The current lengths are shown in the video at 6:25 giving the golden ration. The next interval ratio at 6:39 is also shown to be the golden ratio. Repeat this and you keep the same ratio every iteration.

Consider dividing an interval over a function into n intervals (say 5 if you want to visualize). Then remove the function and keep only the points where they met the sub-intervals. I bet you it is possible to draw a function that goes through those points but also has an inflection point between each interval. Let's say for argument sake that you assume there was only one inflection point. It would still be possible to draw n different functions that each have an inflection point somewhere at each sub-interval. The only good way to find inflection points (I think) is to use derivatives or something more sophisticated than just intervals.

​@@OscarVeliz Thanks for looking into this with me! "I bet you it is possible to draw a function that goes through those points but also has an inflection point between each interval." Assume there is just one inflection point and the function is monotonic (it's probably possible to generalize this), then I (poorly) draw this: imgur.com/a/RGDXUxP. Depending on the three sampled values, we can rule out that the inflection point is in either interval IV or I. (Consider we find the green value in the middle sample: to go through the first three points the function must have been decelerating, but to go through the fourth one the function must already have switched to accelerating; therefore the inflection point can in no circumstance be in interval IV.) Once that interval is ruled out, we can proceed with what's left, pick a new value to sample and repeat the process, thus converging to the inflection point; the only question is how to do so in the most efficient way. "The only good way to find inflection points (I think) is to use derivatives or something more sophisticated than just intervals." Numerically taking derivitives requires taking a lot of samples of the function, so this is just a cumbersome way of solving the problem that we are seeking to optimize.
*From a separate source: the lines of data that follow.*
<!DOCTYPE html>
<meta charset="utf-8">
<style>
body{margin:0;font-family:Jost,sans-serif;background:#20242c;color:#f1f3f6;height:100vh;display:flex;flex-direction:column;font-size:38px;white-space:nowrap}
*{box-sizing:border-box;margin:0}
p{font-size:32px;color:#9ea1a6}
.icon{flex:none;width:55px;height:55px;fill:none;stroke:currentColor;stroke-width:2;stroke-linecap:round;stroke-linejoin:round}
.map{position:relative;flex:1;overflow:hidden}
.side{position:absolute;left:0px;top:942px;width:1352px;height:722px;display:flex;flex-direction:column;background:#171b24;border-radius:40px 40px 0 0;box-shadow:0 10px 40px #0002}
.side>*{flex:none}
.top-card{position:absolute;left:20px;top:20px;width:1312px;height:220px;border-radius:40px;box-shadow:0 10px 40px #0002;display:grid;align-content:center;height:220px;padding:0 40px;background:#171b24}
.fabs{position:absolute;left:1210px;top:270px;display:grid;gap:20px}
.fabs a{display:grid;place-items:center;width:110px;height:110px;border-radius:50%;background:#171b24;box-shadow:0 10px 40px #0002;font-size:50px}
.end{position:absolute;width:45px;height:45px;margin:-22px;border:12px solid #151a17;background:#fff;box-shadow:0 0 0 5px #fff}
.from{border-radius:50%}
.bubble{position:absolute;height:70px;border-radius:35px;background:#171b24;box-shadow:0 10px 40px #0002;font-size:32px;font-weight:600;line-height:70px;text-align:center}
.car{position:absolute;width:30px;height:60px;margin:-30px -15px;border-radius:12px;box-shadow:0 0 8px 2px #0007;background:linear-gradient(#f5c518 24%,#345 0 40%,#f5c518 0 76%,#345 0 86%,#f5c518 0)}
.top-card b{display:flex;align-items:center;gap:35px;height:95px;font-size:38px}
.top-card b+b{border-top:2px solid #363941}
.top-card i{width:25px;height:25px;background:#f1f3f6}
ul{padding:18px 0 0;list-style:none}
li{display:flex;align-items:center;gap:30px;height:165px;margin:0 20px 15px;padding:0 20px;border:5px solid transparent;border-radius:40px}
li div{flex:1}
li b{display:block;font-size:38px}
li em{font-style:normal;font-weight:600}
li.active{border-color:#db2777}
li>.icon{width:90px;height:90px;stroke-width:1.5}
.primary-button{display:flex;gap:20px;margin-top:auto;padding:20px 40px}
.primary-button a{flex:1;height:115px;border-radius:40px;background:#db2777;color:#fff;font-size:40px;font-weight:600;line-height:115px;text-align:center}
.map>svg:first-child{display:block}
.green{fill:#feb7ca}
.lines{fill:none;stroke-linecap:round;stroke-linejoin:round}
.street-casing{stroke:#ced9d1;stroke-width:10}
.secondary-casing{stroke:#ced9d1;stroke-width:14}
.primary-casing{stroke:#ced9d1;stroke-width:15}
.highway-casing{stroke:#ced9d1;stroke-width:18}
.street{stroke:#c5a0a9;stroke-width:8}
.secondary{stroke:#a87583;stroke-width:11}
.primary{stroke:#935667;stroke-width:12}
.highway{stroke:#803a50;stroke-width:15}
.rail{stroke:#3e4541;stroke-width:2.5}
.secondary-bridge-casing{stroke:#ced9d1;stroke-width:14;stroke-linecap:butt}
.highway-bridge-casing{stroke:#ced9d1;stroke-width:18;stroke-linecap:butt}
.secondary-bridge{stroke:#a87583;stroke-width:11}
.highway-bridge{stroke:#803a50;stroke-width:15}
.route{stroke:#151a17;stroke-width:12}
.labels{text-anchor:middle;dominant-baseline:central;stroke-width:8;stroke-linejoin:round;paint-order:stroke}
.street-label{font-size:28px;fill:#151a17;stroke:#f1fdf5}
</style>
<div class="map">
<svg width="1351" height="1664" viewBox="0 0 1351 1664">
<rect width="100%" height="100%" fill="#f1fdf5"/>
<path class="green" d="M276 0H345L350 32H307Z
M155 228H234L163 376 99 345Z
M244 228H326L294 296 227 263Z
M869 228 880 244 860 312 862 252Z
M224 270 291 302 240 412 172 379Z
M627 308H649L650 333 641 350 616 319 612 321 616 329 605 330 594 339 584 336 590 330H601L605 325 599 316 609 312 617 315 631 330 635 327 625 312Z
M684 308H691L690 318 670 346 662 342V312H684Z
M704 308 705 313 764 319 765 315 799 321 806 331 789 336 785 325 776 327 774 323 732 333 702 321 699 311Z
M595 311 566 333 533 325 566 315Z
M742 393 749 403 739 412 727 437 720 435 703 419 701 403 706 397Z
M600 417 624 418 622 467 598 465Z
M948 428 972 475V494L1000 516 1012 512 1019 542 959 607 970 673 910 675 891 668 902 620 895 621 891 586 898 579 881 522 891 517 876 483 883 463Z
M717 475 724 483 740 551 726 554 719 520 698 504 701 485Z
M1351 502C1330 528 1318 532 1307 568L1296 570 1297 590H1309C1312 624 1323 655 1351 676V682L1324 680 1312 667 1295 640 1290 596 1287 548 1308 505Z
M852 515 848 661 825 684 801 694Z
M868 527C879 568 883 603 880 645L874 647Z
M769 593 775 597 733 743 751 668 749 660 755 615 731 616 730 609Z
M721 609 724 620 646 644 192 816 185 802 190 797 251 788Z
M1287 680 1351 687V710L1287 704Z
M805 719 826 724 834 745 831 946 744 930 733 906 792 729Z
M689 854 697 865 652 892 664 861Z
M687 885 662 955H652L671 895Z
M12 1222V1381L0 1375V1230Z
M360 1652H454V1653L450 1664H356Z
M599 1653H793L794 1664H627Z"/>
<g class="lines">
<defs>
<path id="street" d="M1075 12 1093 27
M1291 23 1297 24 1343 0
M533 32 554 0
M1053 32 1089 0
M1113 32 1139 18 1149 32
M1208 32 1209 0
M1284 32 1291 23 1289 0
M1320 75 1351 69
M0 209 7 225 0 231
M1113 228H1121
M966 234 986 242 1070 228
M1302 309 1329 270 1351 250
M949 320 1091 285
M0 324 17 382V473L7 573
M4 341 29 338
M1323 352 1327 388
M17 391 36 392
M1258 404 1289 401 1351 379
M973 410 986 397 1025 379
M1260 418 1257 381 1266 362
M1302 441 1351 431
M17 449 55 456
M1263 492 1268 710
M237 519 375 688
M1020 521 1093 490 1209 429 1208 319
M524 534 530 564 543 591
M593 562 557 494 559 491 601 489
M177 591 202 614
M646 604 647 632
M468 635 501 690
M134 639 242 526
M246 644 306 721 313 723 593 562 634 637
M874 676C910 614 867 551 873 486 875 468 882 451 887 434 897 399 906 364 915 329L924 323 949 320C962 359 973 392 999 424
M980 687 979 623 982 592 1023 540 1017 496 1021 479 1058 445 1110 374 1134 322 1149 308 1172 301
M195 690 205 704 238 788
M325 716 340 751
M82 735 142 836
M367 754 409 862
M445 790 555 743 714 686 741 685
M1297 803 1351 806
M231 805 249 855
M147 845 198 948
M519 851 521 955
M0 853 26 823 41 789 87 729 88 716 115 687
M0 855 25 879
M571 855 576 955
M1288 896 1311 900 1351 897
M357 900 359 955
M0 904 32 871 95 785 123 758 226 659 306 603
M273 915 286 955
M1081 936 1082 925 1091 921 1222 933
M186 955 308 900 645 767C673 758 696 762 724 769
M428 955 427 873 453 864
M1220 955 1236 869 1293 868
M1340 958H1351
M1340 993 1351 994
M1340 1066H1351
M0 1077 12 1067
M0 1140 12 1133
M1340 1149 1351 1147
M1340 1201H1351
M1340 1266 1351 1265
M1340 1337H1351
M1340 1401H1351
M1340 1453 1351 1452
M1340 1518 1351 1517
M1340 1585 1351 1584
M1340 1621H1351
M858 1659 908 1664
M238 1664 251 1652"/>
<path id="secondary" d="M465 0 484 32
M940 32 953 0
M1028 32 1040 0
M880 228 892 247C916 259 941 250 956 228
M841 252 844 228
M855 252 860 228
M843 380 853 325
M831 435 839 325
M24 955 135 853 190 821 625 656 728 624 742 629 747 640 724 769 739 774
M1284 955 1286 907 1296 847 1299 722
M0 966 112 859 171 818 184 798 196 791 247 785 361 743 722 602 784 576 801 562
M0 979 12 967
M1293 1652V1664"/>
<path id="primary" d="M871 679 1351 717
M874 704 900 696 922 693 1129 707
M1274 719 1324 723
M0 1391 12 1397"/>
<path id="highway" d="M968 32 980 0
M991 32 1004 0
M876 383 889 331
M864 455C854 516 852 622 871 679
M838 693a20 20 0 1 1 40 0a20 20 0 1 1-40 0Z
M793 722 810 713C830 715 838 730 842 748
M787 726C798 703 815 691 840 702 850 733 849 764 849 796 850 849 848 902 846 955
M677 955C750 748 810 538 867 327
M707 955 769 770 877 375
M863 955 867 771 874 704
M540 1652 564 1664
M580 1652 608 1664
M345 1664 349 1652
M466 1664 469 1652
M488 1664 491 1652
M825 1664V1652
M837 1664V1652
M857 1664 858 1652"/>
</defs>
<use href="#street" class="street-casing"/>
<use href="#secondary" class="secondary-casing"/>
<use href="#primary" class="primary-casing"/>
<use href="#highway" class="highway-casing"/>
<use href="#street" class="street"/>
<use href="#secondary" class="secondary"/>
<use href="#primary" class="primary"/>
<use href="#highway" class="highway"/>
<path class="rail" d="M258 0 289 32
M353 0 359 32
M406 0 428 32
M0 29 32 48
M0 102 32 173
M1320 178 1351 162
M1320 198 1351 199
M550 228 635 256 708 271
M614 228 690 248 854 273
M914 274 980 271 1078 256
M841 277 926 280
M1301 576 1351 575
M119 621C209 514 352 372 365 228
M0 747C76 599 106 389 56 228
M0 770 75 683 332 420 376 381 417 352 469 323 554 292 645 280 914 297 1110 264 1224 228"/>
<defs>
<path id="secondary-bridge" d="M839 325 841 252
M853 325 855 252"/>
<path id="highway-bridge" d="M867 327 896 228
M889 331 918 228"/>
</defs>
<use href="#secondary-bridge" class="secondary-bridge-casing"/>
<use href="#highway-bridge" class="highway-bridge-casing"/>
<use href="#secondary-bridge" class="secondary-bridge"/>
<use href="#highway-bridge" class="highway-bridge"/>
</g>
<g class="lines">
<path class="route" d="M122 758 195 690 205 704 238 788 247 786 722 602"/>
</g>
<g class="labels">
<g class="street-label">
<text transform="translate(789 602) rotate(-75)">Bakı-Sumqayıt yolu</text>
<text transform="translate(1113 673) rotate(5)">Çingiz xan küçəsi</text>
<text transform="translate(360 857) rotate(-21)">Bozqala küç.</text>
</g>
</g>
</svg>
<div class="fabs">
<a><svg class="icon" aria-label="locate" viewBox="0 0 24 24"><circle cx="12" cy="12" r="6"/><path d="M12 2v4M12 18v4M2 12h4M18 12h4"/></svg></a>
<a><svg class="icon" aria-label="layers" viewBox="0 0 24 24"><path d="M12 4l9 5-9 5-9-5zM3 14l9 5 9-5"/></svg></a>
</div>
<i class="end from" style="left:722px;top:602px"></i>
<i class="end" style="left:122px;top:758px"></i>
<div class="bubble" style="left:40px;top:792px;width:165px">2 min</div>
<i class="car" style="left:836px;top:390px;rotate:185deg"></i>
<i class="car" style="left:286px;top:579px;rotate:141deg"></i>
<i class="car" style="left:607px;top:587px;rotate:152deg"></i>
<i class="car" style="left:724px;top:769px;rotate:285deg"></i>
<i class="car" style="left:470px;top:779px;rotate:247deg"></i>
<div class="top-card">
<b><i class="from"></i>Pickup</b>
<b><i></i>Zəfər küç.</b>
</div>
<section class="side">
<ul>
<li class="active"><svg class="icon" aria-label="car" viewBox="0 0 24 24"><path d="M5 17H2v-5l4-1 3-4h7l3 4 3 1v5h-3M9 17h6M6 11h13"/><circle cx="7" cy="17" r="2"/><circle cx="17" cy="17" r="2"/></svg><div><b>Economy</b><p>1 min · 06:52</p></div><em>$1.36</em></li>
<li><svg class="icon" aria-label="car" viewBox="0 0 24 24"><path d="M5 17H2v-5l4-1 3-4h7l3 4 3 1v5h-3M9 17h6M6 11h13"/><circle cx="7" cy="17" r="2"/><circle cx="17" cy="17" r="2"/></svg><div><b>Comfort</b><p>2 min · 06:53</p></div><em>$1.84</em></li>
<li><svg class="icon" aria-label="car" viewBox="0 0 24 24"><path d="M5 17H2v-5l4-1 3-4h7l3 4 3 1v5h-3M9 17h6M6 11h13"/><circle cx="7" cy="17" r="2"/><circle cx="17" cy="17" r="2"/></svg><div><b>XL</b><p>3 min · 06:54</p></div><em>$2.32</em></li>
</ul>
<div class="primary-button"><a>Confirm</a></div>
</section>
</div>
What about this scenario imgur.com/a/uI0eqx4

@@OscarVeliz You're showing a bit of a special case, since all those points lie on a line. The curves you draw have straight segments, which technically aren't inflection _points_ but trajectories. Let's be precise and say the function we are looking for has just a single inflection point. I tried drawing another set of points to see what kind of curves can be drawn through here: imgur URL bNmsWG9 Is it possible to draw a decelerating line through the first four points, and then accelerate so the inflection point is in interval IV. It is also possible to place the inflection point in interval III. You can also go through the first two points while decelerating, and then touch the other three points while speeding up, thus placing the inflection point in interval II. It is not possible to have the inflection point in interval I: to go through points 2 through 4, the slope of the path needs to decrease, but then to reach point 5 it must increase, thus warranting an inflection point somewhere in those intervals. Since we assumed there to be one inflection point, it cannot possibly be in interval I. (Had point 3 lain below the imaginary line connecting points 2 and 4, we would have ruled out interval IV by the same argument.) Closing in on a zero requires one sample value in an interval. Closing in on a maximum requires two sample values. We now see that finding an inflection point requires three samples. My conjecture is that finding the zero of the nth derivative requires n+1 points, and it may be possible to generalize binary search and golden mean search to an algorithm for the zero of the nth derivative. If I am mistaken in this I'd love to hear it.

Using your example imgur.com/a/NdsmfSK to show it could be in interval 1. With a set of intervals it is possible to put the inflection (where the derivative reaches zero) at any of them. Unlike Bisection where you use the intermediate value theorem to guarentee the root lies in some interval or the unimodal property of ternary/dichotomous/fibonacci/golden that says if a minimum exists it will find it, I can't think of any way to do the same for inflection using just intervals.

I think you are asking the wrong question. GSS is one of many minimization algorithms that I have covered on this channel (more if you count root finding of the derivative). I would recommend looking into real-life applications of minimization.

This is due to the terminal condition for Fibonacci Search. It ends when the interval size is 2ε, which can be fixed by taking n+1 terms of Fibonacci instead of n. Then the two will reach the same size final condition and I suspect the same number of iterations.